Not to mention that the difficulty baked into the game is the type of difficulty designed for able bodied people to experience.

Not being able bodied is quite literally adding a spectrum of difficulty levels for people.
I understand this on some level, but I still feel like the inaccessiblility of the game provides a unique layer to the (narrative of the) game. Would you disagree that this layer exists?



(And to reiterate--I believe there IS a tension between this unique layer and being an accessible game, I partly wrote this to process the fact that the two valid things seem contradictory to me.)

(edit: I want to add that I see you post around a lot and greatly value your opinion. Thanks for discussing this.)

You should always be allowed to drop the difficulty, right up to the point where you are invincible.

There are people out there who would love to interact with a game and enjoy its world but literally struggle with using a controller (For lack of experience or any other reason), and for those people, the option should be there. If a developer wants to include a message that states "this is the difficulty we balanced the game for," great, all the better for giving players for information.

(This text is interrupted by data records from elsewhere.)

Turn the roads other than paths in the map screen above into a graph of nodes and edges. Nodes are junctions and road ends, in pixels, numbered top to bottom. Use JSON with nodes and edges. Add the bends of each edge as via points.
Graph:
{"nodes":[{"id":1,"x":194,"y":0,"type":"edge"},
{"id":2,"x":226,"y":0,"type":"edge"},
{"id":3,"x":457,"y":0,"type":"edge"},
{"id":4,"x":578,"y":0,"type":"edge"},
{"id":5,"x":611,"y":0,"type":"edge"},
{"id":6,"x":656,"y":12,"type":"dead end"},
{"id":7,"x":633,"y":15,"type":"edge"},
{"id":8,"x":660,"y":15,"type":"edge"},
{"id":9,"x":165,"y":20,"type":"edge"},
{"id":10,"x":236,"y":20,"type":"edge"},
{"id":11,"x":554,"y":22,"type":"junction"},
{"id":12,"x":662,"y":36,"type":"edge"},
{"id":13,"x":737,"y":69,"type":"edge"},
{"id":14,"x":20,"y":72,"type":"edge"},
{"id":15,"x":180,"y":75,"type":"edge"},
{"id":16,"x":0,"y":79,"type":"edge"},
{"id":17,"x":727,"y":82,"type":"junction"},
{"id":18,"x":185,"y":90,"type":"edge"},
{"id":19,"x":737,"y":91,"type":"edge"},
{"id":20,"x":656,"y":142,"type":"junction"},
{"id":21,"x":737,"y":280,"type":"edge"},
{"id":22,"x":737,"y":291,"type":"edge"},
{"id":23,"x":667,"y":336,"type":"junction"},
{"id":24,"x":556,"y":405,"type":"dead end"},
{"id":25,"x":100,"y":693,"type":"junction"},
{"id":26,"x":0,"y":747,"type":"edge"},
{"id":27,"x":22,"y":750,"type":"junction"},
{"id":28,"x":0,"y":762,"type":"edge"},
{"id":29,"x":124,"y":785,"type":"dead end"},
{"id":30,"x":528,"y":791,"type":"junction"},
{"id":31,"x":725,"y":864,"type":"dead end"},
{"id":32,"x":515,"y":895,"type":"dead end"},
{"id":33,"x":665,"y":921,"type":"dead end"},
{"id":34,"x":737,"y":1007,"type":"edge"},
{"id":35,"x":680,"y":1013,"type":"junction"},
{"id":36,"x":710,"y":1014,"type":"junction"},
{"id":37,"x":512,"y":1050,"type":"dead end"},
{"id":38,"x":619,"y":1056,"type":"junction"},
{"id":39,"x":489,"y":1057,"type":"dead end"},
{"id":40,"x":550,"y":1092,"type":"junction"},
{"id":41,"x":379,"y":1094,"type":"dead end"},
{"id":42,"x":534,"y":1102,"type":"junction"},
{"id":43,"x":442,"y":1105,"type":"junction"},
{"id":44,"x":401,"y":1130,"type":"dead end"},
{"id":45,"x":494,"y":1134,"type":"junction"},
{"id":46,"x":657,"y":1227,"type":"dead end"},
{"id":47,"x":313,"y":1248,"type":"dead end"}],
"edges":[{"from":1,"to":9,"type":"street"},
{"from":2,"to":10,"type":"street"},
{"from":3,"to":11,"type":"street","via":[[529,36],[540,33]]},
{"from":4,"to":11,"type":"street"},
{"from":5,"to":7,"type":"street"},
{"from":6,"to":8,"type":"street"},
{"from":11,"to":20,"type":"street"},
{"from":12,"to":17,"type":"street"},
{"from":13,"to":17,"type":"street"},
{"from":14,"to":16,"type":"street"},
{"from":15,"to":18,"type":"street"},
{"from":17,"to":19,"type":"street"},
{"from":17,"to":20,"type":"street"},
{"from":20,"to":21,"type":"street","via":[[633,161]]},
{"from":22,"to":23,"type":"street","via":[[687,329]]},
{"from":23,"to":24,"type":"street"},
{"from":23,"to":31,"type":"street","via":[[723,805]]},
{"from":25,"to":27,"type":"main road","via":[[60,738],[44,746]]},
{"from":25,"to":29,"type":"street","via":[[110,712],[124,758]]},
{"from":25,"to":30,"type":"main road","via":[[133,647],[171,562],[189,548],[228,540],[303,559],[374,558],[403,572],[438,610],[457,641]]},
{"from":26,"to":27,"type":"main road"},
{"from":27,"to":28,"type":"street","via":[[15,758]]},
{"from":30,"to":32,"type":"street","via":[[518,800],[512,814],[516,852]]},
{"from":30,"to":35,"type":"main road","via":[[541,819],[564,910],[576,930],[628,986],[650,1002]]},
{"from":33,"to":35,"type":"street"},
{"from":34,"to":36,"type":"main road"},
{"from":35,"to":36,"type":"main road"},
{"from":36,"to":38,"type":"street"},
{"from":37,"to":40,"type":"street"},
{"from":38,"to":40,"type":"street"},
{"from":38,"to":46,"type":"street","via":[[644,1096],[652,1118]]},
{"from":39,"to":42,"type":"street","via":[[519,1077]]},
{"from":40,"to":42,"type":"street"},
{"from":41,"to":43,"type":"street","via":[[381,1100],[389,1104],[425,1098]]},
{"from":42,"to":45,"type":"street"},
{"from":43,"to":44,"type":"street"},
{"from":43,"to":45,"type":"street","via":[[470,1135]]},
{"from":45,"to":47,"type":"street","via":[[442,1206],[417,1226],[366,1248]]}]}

But no argument of artistic vision or author's intent matters if a person cannot engage with the game on a basic, fundamental level. Just let people play the game at whatever difficulty they see fit. It. Does. Not. Harm. Anyone. Else.
This is the exact reasoning I wrote the post against. Disability is one thing entirely, but putting that aside, why should the creator's intent not matter at all? What if they don't want someone to interact with the world without interacting with the mechanics?

This kind of power to dictate how to interact with the game is actually, in my eyes, a unique feature of games as a medium, and something a creator of games can use to great and significant effect (as I tried to argue was the case in Dark Souls 1).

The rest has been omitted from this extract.